### Exercise:
Find the lines below that include the word "thumb" and report how many there are, with no other text.

[Dataset excerpts]

################

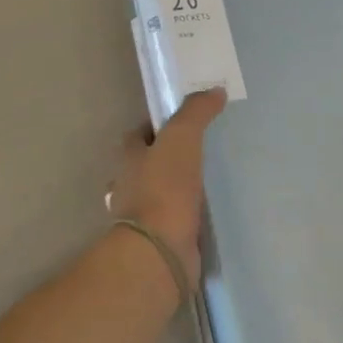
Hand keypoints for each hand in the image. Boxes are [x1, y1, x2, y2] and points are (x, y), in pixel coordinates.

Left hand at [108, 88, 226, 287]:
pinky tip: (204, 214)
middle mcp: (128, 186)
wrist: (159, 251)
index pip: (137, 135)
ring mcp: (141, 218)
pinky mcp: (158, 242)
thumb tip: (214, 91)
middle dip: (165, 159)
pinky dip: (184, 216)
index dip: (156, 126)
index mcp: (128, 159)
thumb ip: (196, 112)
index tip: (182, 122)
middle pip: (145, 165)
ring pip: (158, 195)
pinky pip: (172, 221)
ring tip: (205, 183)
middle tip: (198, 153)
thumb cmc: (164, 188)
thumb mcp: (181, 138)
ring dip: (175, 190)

################

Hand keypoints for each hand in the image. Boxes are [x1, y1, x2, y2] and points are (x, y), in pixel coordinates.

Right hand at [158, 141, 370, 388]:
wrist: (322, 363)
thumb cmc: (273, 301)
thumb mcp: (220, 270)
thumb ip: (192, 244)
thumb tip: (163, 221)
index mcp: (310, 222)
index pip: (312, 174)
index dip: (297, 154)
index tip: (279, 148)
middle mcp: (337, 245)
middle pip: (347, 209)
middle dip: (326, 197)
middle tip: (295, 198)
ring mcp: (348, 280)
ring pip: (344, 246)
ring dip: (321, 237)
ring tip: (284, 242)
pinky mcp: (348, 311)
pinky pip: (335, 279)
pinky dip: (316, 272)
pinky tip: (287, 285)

################

### Task output:
8